--- Task inputs Enclosed Below ---
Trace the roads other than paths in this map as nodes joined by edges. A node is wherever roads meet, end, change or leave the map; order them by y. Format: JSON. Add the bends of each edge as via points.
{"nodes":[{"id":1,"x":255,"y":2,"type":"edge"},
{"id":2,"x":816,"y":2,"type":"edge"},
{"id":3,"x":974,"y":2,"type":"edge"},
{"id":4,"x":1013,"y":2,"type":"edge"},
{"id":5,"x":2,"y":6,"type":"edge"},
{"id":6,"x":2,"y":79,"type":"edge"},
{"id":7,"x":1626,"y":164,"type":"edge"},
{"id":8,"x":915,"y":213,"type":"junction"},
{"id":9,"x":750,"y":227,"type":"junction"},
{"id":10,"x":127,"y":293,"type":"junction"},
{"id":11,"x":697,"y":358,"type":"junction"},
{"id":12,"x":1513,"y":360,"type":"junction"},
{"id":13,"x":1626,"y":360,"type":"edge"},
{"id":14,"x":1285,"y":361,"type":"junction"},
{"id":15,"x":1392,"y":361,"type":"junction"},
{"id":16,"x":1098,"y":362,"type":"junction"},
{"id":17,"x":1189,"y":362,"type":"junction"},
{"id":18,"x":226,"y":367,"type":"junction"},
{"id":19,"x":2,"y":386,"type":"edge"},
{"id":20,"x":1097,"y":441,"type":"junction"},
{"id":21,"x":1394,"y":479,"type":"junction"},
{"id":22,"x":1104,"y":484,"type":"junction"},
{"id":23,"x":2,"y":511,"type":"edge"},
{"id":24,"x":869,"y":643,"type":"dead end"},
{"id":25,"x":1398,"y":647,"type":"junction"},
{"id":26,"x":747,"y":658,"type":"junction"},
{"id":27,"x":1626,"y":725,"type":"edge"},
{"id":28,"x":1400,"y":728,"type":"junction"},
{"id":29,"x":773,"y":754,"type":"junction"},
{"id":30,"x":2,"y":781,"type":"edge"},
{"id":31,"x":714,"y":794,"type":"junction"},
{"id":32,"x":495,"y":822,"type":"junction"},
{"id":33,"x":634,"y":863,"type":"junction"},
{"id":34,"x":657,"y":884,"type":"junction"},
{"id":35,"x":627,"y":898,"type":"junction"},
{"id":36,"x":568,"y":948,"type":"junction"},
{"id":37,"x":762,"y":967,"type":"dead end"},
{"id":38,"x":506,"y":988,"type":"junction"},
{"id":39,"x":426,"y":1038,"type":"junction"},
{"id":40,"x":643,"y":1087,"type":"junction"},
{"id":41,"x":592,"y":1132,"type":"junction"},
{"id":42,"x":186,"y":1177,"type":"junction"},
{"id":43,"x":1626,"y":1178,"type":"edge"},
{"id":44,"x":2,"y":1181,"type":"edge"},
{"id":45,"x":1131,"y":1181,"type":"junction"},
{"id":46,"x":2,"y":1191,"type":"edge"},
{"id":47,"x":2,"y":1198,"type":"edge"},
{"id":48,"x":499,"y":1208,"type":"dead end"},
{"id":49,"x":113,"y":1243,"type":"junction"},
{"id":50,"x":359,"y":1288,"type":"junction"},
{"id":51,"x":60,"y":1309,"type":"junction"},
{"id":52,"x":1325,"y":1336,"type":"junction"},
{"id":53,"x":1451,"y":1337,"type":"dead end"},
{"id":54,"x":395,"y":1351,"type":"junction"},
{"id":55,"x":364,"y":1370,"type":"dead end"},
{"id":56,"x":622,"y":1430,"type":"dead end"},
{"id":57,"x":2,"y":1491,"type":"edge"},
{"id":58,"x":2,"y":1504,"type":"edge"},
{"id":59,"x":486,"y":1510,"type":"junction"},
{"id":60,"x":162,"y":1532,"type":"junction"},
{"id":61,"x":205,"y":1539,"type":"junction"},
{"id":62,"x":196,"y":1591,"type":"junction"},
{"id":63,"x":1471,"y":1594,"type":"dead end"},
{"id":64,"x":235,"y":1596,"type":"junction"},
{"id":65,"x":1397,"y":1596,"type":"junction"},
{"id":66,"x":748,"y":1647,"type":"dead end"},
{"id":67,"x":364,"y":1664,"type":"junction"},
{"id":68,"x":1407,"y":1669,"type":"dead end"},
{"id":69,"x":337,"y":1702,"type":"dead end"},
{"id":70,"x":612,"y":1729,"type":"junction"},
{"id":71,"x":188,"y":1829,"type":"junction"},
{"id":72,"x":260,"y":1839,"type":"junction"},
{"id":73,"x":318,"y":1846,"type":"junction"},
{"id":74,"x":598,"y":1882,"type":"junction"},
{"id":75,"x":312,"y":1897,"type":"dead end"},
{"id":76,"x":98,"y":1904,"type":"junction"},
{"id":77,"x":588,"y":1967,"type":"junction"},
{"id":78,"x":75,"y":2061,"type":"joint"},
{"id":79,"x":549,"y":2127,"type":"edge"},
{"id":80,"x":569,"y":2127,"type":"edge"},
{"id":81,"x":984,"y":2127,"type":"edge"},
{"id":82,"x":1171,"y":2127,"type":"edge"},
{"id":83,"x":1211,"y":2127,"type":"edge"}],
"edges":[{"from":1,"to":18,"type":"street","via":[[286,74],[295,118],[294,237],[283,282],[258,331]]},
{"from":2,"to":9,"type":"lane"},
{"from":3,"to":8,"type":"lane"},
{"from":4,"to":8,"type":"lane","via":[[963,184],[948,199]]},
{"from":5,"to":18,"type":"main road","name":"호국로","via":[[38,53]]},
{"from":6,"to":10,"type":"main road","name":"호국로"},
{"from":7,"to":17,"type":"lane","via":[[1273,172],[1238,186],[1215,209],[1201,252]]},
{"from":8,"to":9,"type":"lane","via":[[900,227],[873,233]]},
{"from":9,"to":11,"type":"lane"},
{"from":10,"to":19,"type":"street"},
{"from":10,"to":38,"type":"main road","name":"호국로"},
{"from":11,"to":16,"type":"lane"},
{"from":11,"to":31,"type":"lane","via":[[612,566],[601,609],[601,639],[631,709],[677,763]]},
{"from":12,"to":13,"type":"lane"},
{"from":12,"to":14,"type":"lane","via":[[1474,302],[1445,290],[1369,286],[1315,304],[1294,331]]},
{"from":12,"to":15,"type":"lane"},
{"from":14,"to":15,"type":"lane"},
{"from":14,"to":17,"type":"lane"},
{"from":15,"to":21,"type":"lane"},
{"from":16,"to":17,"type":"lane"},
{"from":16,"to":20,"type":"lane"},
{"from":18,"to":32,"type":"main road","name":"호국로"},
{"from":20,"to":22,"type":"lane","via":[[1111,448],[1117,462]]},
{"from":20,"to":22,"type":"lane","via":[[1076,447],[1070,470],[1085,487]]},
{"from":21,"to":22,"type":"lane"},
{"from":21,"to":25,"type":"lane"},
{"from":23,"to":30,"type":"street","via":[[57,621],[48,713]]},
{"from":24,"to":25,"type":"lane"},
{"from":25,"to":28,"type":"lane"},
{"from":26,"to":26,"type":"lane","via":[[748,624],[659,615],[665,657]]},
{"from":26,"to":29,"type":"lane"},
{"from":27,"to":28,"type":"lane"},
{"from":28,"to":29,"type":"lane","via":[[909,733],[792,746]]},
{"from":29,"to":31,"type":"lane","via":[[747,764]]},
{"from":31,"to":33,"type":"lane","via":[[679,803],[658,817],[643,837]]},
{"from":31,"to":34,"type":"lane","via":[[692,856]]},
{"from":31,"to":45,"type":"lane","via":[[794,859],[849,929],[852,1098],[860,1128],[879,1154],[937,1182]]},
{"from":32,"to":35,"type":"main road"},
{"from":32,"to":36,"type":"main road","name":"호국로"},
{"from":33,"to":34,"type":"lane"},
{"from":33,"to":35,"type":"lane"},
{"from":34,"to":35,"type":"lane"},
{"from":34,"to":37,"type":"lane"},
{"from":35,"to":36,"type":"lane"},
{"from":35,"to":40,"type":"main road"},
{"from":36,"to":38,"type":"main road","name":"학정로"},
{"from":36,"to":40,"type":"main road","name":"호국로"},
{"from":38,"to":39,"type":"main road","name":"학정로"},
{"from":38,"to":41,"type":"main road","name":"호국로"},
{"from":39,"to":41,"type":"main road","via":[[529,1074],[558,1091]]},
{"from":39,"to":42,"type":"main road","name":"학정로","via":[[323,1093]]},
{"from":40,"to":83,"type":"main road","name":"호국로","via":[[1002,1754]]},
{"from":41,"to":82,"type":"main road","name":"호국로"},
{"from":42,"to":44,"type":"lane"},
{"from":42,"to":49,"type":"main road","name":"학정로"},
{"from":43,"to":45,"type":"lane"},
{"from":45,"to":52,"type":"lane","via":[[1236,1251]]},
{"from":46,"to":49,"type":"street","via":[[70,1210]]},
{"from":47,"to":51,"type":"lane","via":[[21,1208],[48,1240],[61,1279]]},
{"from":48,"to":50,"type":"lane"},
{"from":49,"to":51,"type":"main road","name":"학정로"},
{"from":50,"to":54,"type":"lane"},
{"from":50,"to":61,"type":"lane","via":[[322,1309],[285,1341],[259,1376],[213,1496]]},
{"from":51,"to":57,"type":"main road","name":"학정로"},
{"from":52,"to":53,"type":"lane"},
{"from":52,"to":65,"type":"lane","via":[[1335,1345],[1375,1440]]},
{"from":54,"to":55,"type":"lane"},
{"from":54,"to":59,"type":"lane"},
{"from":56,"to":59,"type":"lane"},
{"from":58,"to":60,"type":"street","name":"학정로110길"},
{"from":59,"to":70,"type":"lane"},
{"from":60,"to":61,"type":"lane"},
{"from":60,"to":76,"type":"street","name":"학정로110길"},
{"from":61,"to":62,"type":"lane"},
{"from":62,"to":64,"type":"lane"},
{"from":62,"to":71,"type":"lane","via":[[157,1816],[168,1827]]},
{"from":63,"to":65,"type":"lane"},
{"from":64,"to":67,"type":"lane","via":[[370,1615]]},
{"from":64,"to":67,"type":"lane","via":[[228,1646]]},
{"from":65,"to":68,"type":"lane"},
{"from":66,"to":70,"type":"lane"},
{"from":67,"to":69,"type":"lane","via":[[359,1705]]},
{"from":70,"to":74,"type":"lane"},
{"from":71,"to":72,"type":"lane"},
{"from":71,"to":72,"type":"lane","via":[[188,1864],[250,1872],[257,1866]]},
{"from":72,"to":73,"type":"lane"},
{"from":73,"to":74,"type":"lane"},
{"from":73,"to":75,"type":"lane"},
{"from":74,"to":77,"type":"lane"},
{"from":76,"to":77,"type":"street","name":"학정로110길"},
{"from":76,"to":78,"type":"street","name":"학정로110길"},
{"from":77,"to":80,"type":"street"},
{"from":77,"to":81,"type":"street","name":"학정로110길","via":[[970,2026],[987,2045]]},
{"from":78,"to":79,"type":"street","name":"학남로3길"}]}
--- End of Enclosed Task inputs ---
To do:
Return all lines above that mention the word "nodes".

Your response:
Trace the roads other than paths in this map as nodes joined by edges. A node is wherever roads meet, end, change or leave the map; order them by y. Format: JSON. Add the bends of each edge as via points.
{"nodes":[{"id":1,"x":255,"y":2,"type":"edge"},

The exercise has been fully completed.